§ Dataset entries:
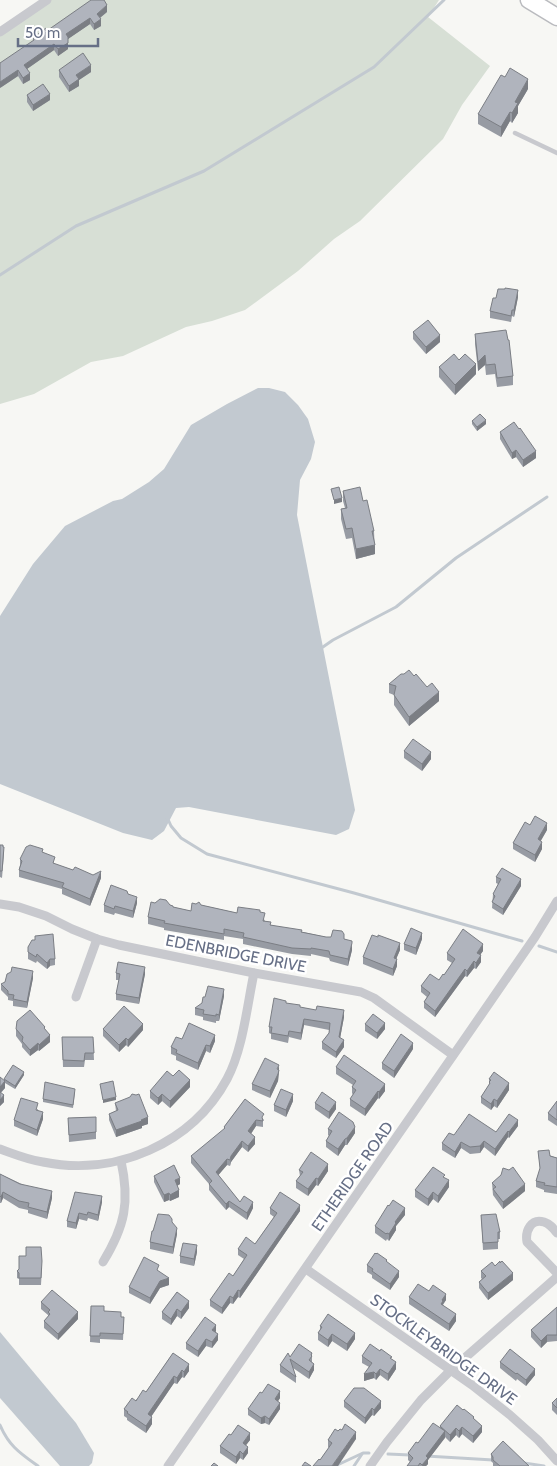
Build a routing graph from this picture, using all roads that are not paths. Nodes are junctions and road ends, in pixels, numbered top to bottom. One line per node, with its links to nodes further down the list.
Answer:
1 (47, 0): 4 (street)
2 (529, 0): 3 (highway)
3 (557, 17)
4 (1, 30)
5 (515, 133): 6 (lane)
6 (557, 153)
7 (557, 901): 12 (street, ETHERIDGE ROAD)
8 (0, 904): 9 (street, EDENBRIDGE DRIVE)
9 (97, 939): 10 (street, EDENBRIDGE DRIVE); 11 (street)
10 (254, 973): 12 (street, EDENBRIDGE DRIVE); 14 (street)
11 (76, 997)
12 (453, 1055): 17 (street, ETHERIDGE ROAD)
13 (0, 1149): 14 (street)
14 (121, 1161): 16 (street)
15 (557, 1233): 18 (street)
16 (103, 1262)
17 (306, 1268): 20 (street, STOCKLEYBRIDGE DRIVE); 22 (street, ETHERIDGE ROAD)
18 (557, 1273)
19 (557, 1277): 20 (street)
20 (451, 1370): 21 (street, STOCKLEYBRIDGE DRIVE); 23 (street)
21 (557, 1460)
22 (168, 1466)
23 (370, 1466)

§ Required work: If a record holds a picture, leave the picture out, but copy everything else exactly.

§ Exercise answer:
Build a routing graph from this picture, using all roads that are not paths. Nodes are junctions and road ends, in pixels, numbered top to bottom. One line per node, with its links to nodes further down the list.
Answer:
1 (47, 0): 4 (street)
2 (529, 0): 3 (highway)
3 (557, 17)
4 (1, 30)
5 (515, 133): 6 (lane)
6 (557, 153)
7 (557, 901): 12 (street, ETHERIDGE ROAD)
8 (0, 904): 9 (street, EDENBRIDGE DRIVE)
9 (97, 939): 10 (street, EDENBRIDGE DRIVE); 11 (street)
10 (254, 973): 12 (street, EDENBRIDGE DRIVE); 14 (street)
11 (76, 997)
12 (453, 1055): 17 (street, ETHERIDGE ROAD)
13 (0, 1149): 14 (street)
14 (121, 1161): 16 (street)
15 (557, 1233): 18 (street)
16 (103, 1262)
17 (306, 1268): 20 (street, STOCKLEYBRIDGE DRIVE); 22 (street, ETHERIDGE ROAD)
18 (557, 1273)
19 (557, 1277): 20 (street)
20 (451, 1370): 21 (street, STOCKLEYBRIDGE DRIVE); 23 (street)
21 (557, 1460)
22 (168, 1466)
23 (370, 1466)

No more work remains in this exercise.